TO DO:
Each line of the records that includes "letter" should be found and copied.

[[ RECORDS, beginning ]]

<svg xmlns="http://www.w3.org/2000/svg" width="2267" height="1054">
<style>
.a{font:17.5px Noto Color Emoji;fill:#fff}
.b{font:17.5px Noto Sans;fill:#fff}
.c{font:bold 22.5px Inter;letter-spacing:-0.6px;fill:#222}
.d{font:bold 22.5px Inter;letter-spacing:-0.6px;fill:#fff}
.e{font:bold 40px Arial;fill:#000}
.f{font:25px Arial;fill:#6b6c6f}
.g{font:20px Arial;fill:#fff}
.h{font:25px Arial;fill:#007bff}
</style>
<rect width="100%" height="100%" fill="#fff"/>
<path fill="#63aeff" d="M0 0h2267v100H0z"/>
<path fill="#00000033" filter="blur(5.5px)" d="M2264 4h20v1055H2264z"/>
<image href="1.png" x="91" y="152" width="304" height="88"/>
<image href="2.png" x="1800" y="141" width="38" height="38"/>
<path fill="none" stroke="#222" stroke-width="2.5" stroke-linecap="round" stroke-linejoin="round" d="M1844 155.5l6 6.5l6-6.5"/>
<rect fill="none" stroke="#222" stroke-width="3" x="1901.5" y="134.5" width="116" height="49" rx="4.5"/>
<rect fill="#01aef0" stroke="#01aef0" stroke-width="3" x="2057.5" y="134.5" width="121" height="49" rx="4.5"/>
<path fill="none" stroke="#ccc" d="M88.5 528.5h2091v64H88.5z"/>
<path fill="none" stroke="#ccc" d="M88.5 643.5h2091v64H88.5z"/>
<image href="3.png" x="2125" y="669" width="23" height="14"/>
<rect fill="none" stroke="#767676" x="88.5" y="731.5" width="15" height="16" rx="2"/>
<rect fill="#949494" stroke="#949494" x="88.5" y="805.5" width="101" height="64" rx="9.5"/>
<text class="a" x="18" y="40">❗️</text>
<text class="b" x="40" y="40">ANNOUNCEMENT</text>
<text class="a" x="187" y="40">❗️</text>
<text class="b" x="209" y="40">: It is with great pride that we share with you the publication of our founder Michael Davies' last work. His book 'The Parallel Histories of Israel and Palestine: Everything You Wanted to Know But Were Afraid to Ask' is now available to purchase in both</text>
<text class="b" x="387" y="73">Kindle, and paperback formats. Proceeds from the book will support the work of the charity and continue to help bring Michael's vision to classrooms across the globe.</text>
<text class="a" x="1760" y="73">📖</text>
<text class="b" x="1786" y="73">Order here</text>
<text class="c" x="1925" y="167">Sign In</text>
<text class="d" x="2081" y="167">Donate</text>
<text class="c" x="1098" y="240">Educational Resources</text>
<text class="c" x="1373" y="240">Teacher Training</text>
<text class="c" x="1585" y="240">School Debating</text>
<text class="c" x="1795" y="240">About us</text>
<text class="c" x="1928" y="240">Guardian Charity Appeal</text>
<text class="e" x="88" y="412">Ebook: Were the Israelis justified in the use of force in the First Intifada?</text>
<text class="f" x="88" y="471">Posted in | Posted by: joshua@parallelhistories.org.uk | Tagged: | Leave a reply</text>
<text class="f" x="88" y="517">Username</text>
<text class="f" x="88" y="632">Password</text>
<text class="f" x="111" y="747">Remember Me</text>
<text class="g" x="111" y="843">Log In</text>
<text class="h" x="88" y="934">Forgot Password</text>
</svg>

[[ RECORDS, end ]]

RESULT OF THIS EXERCISE:
.c{font:bold 22.5px Inter;letter-spacing:-0.6px;fill:#222}
.d{font:bold 22.5px Inter;letter-spacing:-0.6px;fill:#fff}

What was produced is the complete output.